Audrey ignored the question, instead answering with a couple of her own. “Where’s Bryson? Is he okay?”

Chloe wasn’t the type of sister-in-law to drop in unannounced. She wasn’t even the type to drop in announced. Five minutes ago, Audrey would have bet her life savings that Chloe would never see the inside of her home, yet here she stood on the porch, staring warily at Gabe.

Jeez, was today the day for unexpected visits or what?

“I wanted to talk to you,” Chloe said.

“You couldn’t do it over the phone?” Gabe asked.

Her too-plump lips pressed together. “No. I couldn’t.” Then she looked him over with a critical eye. “You’re one of the men that rescued my husband.”

He inclined his head. “I am.”

“What are
you
doing here?”

Audrey opened her mouth to say it was none of Chloe’s business, but Gabe spoke over her. “I live here.”

It gave her a little thrill to hear him say it. So what if he technically didn’t have any of his belongings here yet. Just the fact that he said it with that note of finality in his voice made her go all warm and gooey inside. He lived here. With her.

Chloe harrumphed. “Aren’t you going to invite me inside?”

“We’re busy,” Gabe said and Audrey’s face heated.

Oh God. The last thing she needed was for Chloe to report to her brother that she was shacked up with some man, doing the sorts of things that keep healthy men and women busy in the middle of the night. Chloe would make the situation into the apocalypse and Gabe into Lucifer, and Bryson would go on one of his brotherly rampages before she had a chance to ease him into the idea of her having a live-in lover.

She nudged Gabe in the side with a soft, reprimanding, “Gabriel,” but he didn’t seem to notice.

“Unless this is an emergency,” he said, “I suggest you try back in the morning.”

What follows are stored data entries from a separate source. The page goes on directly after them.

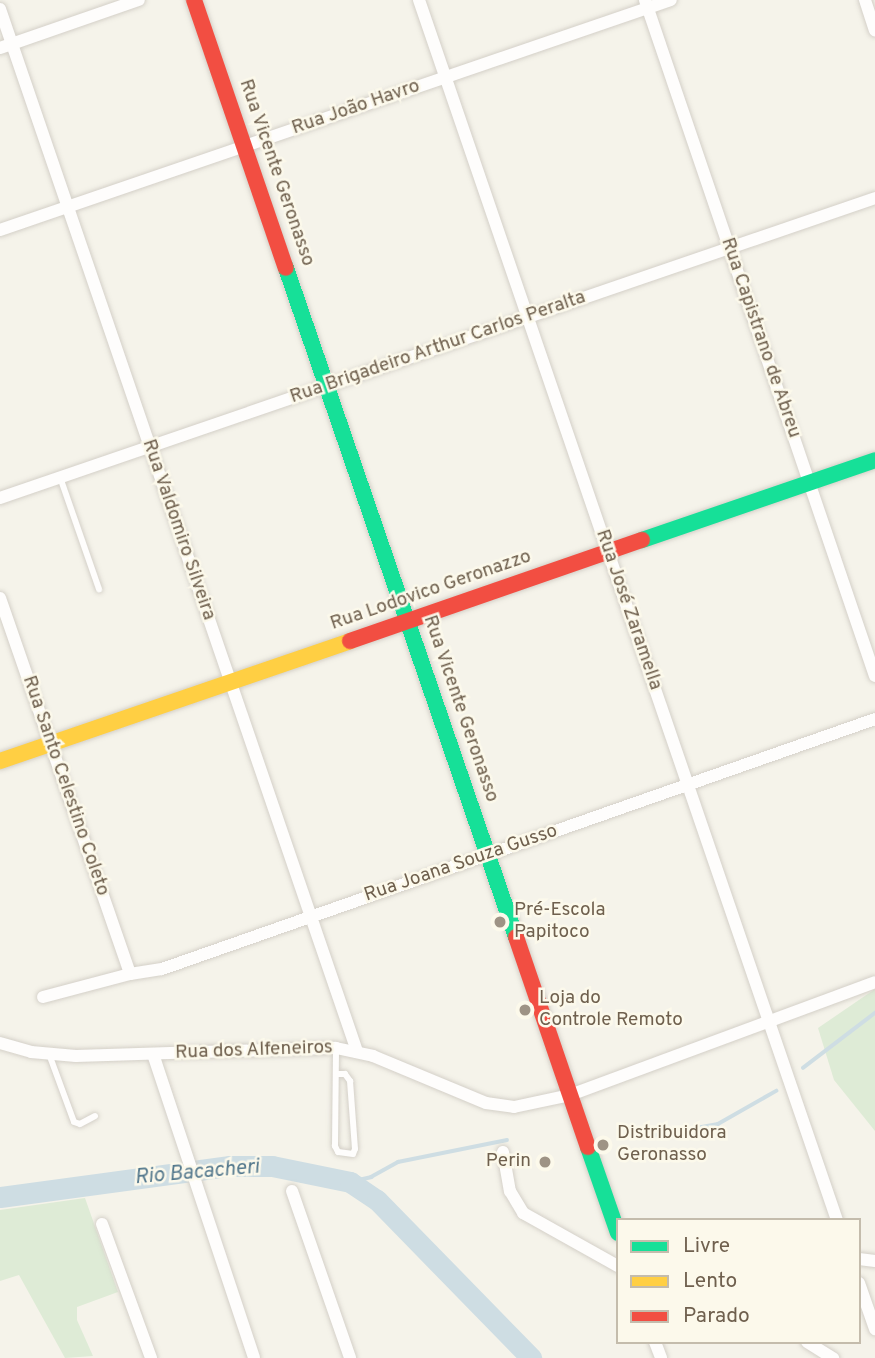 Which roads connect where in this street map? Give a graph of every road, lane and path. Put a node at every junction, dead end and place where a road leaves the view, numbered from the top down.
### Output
1 (139, 0) edge
2 (194, 0) edge
3 (419, 0) edge
4 (671, 0) edge
5 (865, 0) edge
6 (647, 4) edge
7 (0, 9) edge
8 (875, 30) edge
9 (6, 46) edge
10 (445, 78) junction
11 (244, 146) junction
12 (875, 198) edge
13 (68, 207) junction
14 (0, 230) edge
15 (729, 248) junction
16 (527, 317) junction
17 (327, 386) junction
18 (150, 447) junction
19 (875, 460) edge
20 (60, 477) junction
21 (809, 483) junction
22 (0, 498) edge
23 (608, 552) junction
24 (99, 589) dead end
25 (0, 598) edge
26 (408, 621) junction
27 (875, 676) edge
28 (230, 682) junction
29 (875, 719) edge
30 (50, 744) junction
31 (0, 761) edge
32 (688, 784) junction
33 (488, 855) junction
34 (311, 917) junction
35 (130, 974) junction
36 (875, 982) edge
37 (43, 997) dead end
38 (769, 1021) junction
39 (0, 1043) edge
40 (337, 1048) junction
41 (357, 1051) junction
42 (152, 1054) junction
43 (49, 1055) junction
44 (336, 1074) junction
45 (570, 1095) junction
46 (96, 1116) dead end
47 (503, 1152) dead end
48 (292, 1191) dead end
49 (836, 1218) edge
50 (103, 1224) dead end
51 (616, 1227) edge
52 (616, 1265) edge
53 (861, 1289) edge
54 (875, 1329) edge
55 (810, 1344) edge
56 (150, 1358) edge
57 (254, 1358) edge
58 (350, 1358) edge
59 (833, 1358) edge

1 - 9 street
2 - 11 street, Rua Vicente Geronasso
3 - 10 street, Rua José Zaramella
4 - 6 street, Rua João Havro
5 - 8 street
6 - 10 street, Rua João Havro
6 - 15 street, Rua Capistrano de Abreu
7 - 9 street, Rua Valdomiro Silveira
9 - 13 street, Rua Valdomiro Silveira
10 - 11 street, Rua João Havro
10 - 16 street, Rua José Zaramella
11 - 13 street, Rua João Havro
11 - 17 street, Rua Vicente Geronasso
12 - 15 street, Rua Brigadeiro Arthur Carlos Peralta
13 - 14 street, Rua João Havro
13 - 18 street, Rua Valdomiro Silveira
15 - 16 street, Rua Brigadeiro Arthur Carlos Peralta
15 - 21 street, Rua Capistrano de Abreu
16 - 17 street, Rua Brigadeiro Arthur Carlos Peralta
16 - 23 street, Rua José Zaramella
17 - 18 street, Rua Brigadeiro Arthur Carlos Peralta
17 - 26 street, Rua Vicente Geronasso
18 - 20 street, Rua Brigadeiro Arthur Carlos Peralta
18 - 28 street, Rua Valdomiro Silveira
19 - 21 street, Rua Lodovico Geronazzo
20 - 22 street, Rua Brigadeiro Arthur Carlos Peralta
20 - 24 lane
21 - 23 street, Rua Lodovico Geronazzo
21 - 27 street, Rua Capistrano de Abreu
23 - 26 street, Rua Lodovico Geronazzo
23 - 32 street, Rua José Zaramella
25 - 30 street, Rua Santo Celestino Coleto
26 - 28 street, Rua Lodovico Geronazzo
26 - 33 street, Rua Vicente Geronasso
28 - 30 street, Rua Lodovico Geronazzo
28 - 34 street, Rua Valdomiro Silveira
29 - 32 street, Rua Joana Souza Gusso
30 - 31 street, Rua Lodovico Geronazzo
30 - 35 street, Rua Santo Celestino Coleto
32 - 33 street, Rua Joana Souza Gusso
32 - 38 street, Rua José Zaramella
33 - 34 street, Rua Joana Souza Gusso
33 - 45 street, Rua Vicente Geronasso
34 - 35 street, Rua Joana Souza Gusso
34 - 41 street, Rua Valdomiro Silveira
35 - 37 street, Rua Joana Souza Gusso
36 - 38 street
38 - 45 street
38 - 49 street, Rua José Zaramella
39 - 43 street, Rua dos Alfeneiros
40 - 41 street, Rua dos Alfeneiros
40 - 42 street, Rua dos Alfeneiros
40 - 44 lane
41 - 45 street, Rua dos Alfeneiros
42 - 43 street, Rua dos Alfeneiros
42 - 57 street
43 - 46 lane
44 - 44 lane
45 - 51 street, Rua Vicente Geronasso
47 - 52 street
48 - 58 street
50 - 56 street
53 - 54 street
55 - 59 street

Something flashed in Chloe’s dark eyes, but she dipped her head before Audrey was able to identify the emotion. Anger, maybe. Chloe did tend to have a short fuse, and having someone so succinctly tell her off wasn’t something that happened often to the overindulged woman. Certainly wasn’t fear. A person had to be intelligent to be afraid of the likes of Gabe, and her sister-in-law wasn’t known for her brains.

“Chloe, it
is
late and I’m tired. I’m sure you are, too, if you just arrived.” Audrey tried to keep her voice soft, soothing them both. “As long as Bryson is okay, there’s no need for this right now. Come back in the morning and we can talk or whatever over breakfast, okay?”

Chloe hesitated. “Alone.”

“Hell no—”

Audrey cut off Gabe’s protest with a finger against his lips. “Yes, alone. I’ll see you in the morning.”

Even after the door shut, Audrey kept her finger pressed to his lips. The expression in his gold eyes faded from pissed off to mulish, then flared with heat as he opened his mouth and sucked her finger inside.

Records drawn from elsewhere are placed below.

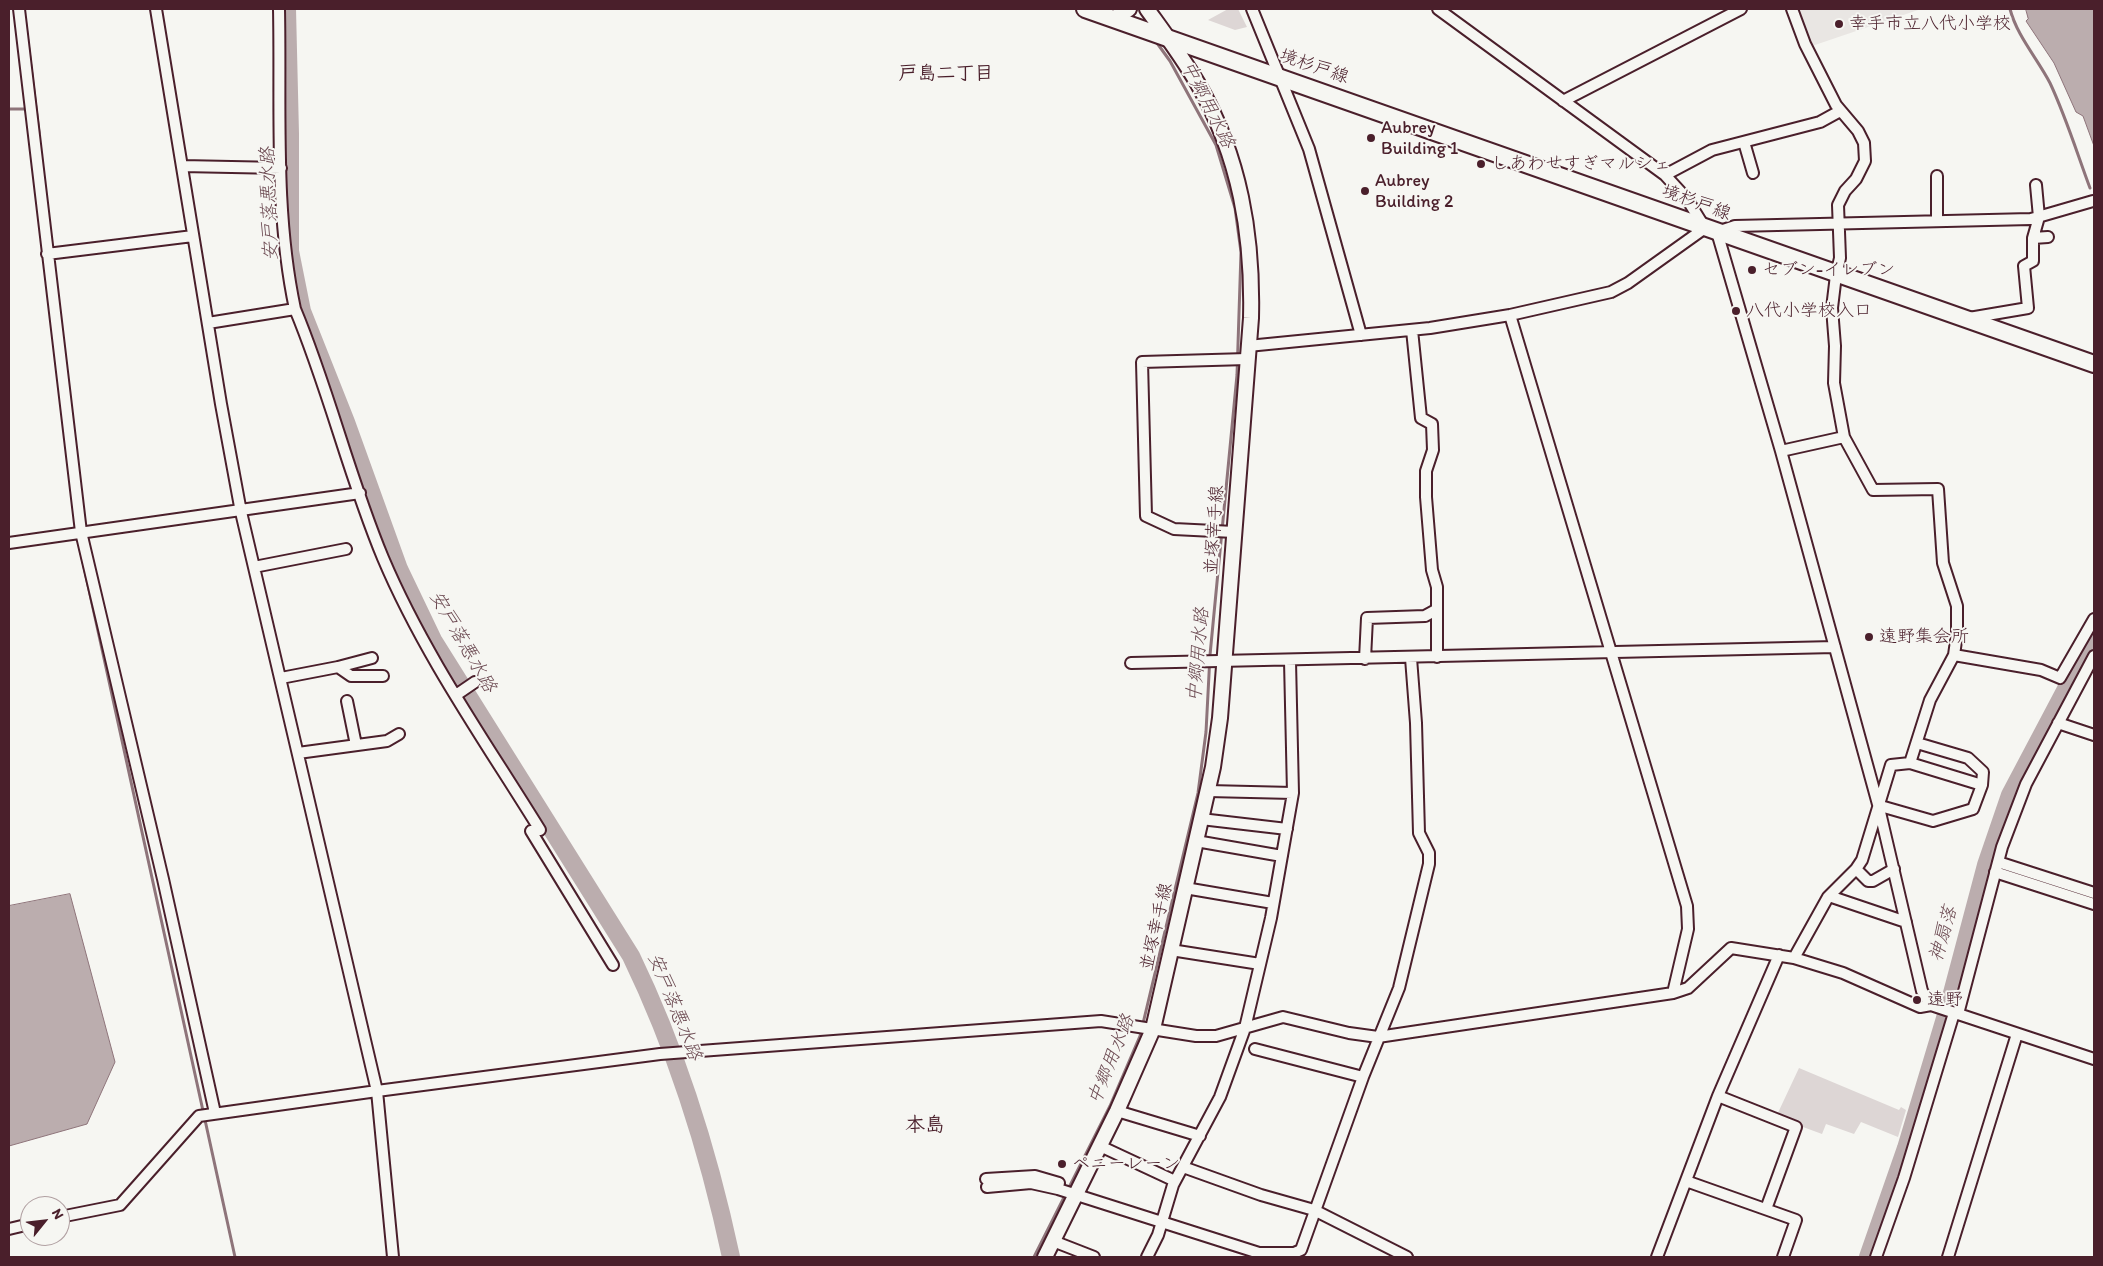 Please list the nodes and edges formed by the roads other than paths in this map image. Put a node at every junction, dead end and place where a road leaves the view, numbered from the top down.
1 (19, 9) edge
2 (156, 9) edge
3 (280, 9) edge
4 (1085, 9) edge
5 (1129, 9) edge
6 (1147, 9) edge
7 (1252, 9) edge
8 (1438, 9) edge
9 (1741, 9) edge
10 (1792, 9) edge
11 (1113, 19) junction
12 (1168, 38) junction
13 (1282, 77) junction
14 (1563, 101) junction
15 (1840, 111) junction
16 (1744, 142) junction
17 (182, 166) junction
18 (281, 168) junction
19 (1753, 173) dead end
20 (1665, 175) junction
21 (1937, 176) dead end
22 (2036, 185) dead end
23 (2094, 201) edge
24 (2039, 217) junction
25 (1937, 221) junction
26 (1840, 223) junction
27 (1711, 230) junction
28 (193, 236) junction
29 (2048, 237) dead end
30 (2034, 238) junction
31 (47, 254) junction
32 (1836, 275) junction
33 (295, 309) junction
34 (1510, 314) junction
35 (1966, 319) junction
36 (208, 323) junction
37 (1412, 330) junction
38 (1361, 335) junction
39 (1247, 353) junction
40 (2094, 364) edge
41 (1844, 437) junction
42 (1781, 451) junction
43 (360, 493) junction
44 (241, 512) junction
45 (81, 532) junction
46 (1234, 532) junction
47 (9, 543) edge
48 (346, 549) dead end
49 (254, 567) junction
50 (1436, 610) junction
51 (2094, 619) edge
52 (1835, 647) junction
53 (1611, 653) junction
54 (1954, 655) junction
55 (2094, 656) edge
56 (1437, 657) junction
57 (372, 658) dead end
58 (1411, 658) junction
59 (1365, 659) junction
60 (1290, 662) junction
61 (1131, 663) dead end
62 (1225, 663) junction
63 (338, 667) junction
64 (383, 676) dead end
65 (281, 678) junction
66 (475, 682) dead end
67 (456, 695) junction
68 (347, 701) dead end
69 (2058, 723) junction
70 (399, 734) dead end
71 (2094, 734) edge
72 (1917, 743) junction
73 (356, 745) junction
74 (298, 753) junction
75 (1910, 763) junction
76 (1982, 785) junction
77 (1208, 791) junction
78 (1293, 793) junction
79 (1879, 808) junction
80 (1201, 819) junction
81 (1287, 829) junction
82 (1196, 841) junction
83 (1282, 856) junction
84 (1996, 867) junction
85 (1856, 869) junction
86 (1894, 869) junction
87 (1186, 888) junction
88 (2094, 893) edge
89 (1829, 896) junction
90 (1273, 903) junction
91 (2094, 904) edge
92 (1906, 922) junction
93 (1171, 950) junction
94 (1779, 956) junction
95 (1794, 958) junction
96 (1260, 964) junction
97 (613, 965) dead end
98 (1673, 993) junction
99 (1930, 1005) junction
100 (1956, 1013) junction
101 (1245, 1028) junction
102 (1153, 1029) junction
103 (2017, 1034) junction
104 (1378, 1037) junction
105 (1255, 1049) dead end
106 (2094, 1059) edge
107 (1363, 1077) junction
108 (378, 1091) junction
109 (1718, 1096) junction
110 (1118, 1111) junction
111 (215, 1113) junction
112 (1200, 1136) junction
113 (1100, 1146) junction
114 (1183, 1167) junction
115 (1175, 1181) junction
116 (1686, 1181) junction
117 (986, 1183) dead end
118 (1076, 1196) junction
119 (1766, 1209) junction
120 (1314, 1210) junction
121 (70, 1215) edge
122 (1160, 1222) junction
123 (1053, 1241) junction
124 (1268, 1255) edge
125 (393, 1257) edge
126 (1045, 1257) edge
127 (1094, 1257) edge
128 (1146, 1257) edge
129 (1407, 1257) edge
130 (1657, 1257) edge
131 (1783, 1257) edge
132 (1876, 1257) edge
133 (1948, 1257) edge

1 - 31 street
2 - 17 street
3 - 18 street
4 - 11 main road, 境杉戸線
5 - 11 main road
6 - 12 main road, 並塚幸手線
7 - 13 street
8 - 14 street
9 - 14 street
10 - 15 street
11 - 12 main road, 境杉戸線
12 - 13 main road, 境杉戸線
12 - 39 main road, 並塚幸手線
13 - 27 main road, 境杉戸線
13 - 38 street
14 - 20 street
15 - 16 street
15 - 26 street
16 - 19 street
16 - 20 street
17 - 18 street
17 - 28 street
18 - 33 street
20 - 27 street
21 - 25 street
22 - 24 street
23 - 24 street
24 - 25 street
24 - 30 street
25 - 26 street
26 - 27 street
26 - 32 street
27 - 32 main road, 境杉戸線
27 - 34 street
27 - 42 street
28 - 31 street
28 - 36 street
29 - 30 street
30 - 35 street
31 - 45 street
32 - 35 main road, 境杉戸線
32 - 41 street
33 - 36 street
33 - 43 street
34 - 37 street
34 - 53 street
35 - 40 main road, 境杉戸線
36 - 44 street
37 - 38 street
37 - 50 street
38 - 39 street
39 - 46 main road, 並塚幸手線
39 - 46 street
41 - 42 street
41 - 54 street
42 - 52 street
43 - 44 street
43 - 67 street
44 - 45 street
44 - 49 street
45 - 47 street
45 - 111 street
46 - 62 main road, 並塚幸手線
48 - 49 street
49 - 65 street
50 - 56 street
50 - 59 street
51 - 54 street
52 - 53 street
52 - 79 street
53 - 56 street
53 - 98 street
54 - 72 street
55 - 69 street
56 - 58 street
57 - 63 street
58 - 59 street
58 - 104 street
59 - 60 street
60 - 62 street
60 - 78 street
61 - 62 street
62 - 77 main road, 並塚幸手線
63 - 64 street
63 - 65 street
65 - 74 street
66 - 67 street
67 - 97 street
68 - 73 street
69 - 71 street
69 - 84 street
70 - 73 street
72 - 75 street
72 - 76 street
73 - 74 street
74 - 108 street
75 - 76 street
75 - 79 street
76 - 79 street
77 - 78 street
77 - 80 main road, 並塚幸手線
78 - 81 street
79 - 85 street
79 - 86 street
80 - 81 street
80 - 82 main road, 並塚幸手線
81 - 83 street
82 - 83 street
82 - 87 main road, 並塚幸手線
83 - 90 street
84 - 88 street
84 - 91 street
84 - 100 street
85 - 86 street
85 - 89 street
86 - 92 street
87 - 90 street
87 - 93 main road, 並塚幸手線
89 - 92 street
89 - 95 street
90 - 96 street
92 - 99 street
93 - 96 street
93 - 102 main road, 並塚幸手線
94 - 95 street
94 - 98 street
94 - 109 street
95 - 99 street
96 - 101 street
98 - 104 street
99 - 100 street
100 - 103 street
100 - 132 street
101 - 102 street
101 - 104 street
101 - 112 street
102 - 108 street
102 - 110 main road, 並塚幸手線
103 - 106 street
103 - 133 street
104 - 107 street
105 - 107 street
107 - 120 street
108 - 111 street
108 - 125 street
109 - 116 street
109 - 119 street
110 - 112 street
110 - 113 main road, 並塚幸手線
111 - 121 street
112 - 114 street
113 - 115 street
113 - 118 main road, 並塚幸手線
114 - 115 street
114 - 120 street
115 - 122 street
116 - 119 street
116 - 130 street
117 - 118 street
118 - 122 street
118 - 123 main road, 並塚幸手線
119 - 131 street
120 - 124 street
120 - 129 street
122 - 124 street
122 - 128 street
123 - 126 main road, 並塚幸手線
123 - 127 street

She laughed even as sensation sparked from the tip of her finger and zinged through her blood to her belly. “Didn’t you get enough earlier?”

“I’ll never get enough of you, woman.” After one last swirling lick, he released her finger and moved to the window, still in warrior mode, full of that deadly catlike grace. He parted the curtains. Chloe’s headlights splashed over the hard angles of his face as she backed out of the driveway.

“I don’t like her.”

Audrey let out a huff of laughter. “C’mon, hon. She’s a pain-in-the-ass, but she’s harmless.”

“I don’t know about harmless. There’s something about her…” He backed away from the window and moved his shoulders as if trying to shake off a cold chill. “It’s out of the ordinary for her to visit, right?”

“I’ll say. I honestly didn’t think she even knew where I lived.”

“Yeah, about that. I don’t like out of the ordinary.” After picking up the gun he’d set on the foyer table, he gave her a quick kiss. “Go on to bed. I’ll check out the grounds, make sure we’re secure, then be in.”

She caught his face in her hands. “Careful, Gabriel, your paranoia is showing.”

“Probably.” His faint smile never touched his eyes. “But humor me. Lock yourself in the bedroom until I come back, okay?”

Audrey watched him slip out the front door and fade into the night. She sighed and moved toward the bedroom to follow her SEAL’s orders. She supposed this was something she’d have to get used to, though she planned to ease away his constant fear of attack. That was no way for anyone, even a former SEAL, to live. Everyone needed a refuge, some place untouched by the outside world, where he can let down his guard. This was going to be Gabe Bristow’s haven. She’d make sure of it.

She heard him come in the back door just as she was straightening the sex-rumpled quilt on the bed. He paused in the kitchen for so long she finally gave up waiting and opened the bedroom door.

“Gabe?”

Footsteps.

Except, no, those couldn’t belong to Gabe. It sounded like a Clydesdale stomping through the kitchen and as big as he was, he never walked with heavy boots, always ghosted about even in the comfort of his own home. He’d more than once frightened her today, sneaking up behind her with his barely-there footfalls.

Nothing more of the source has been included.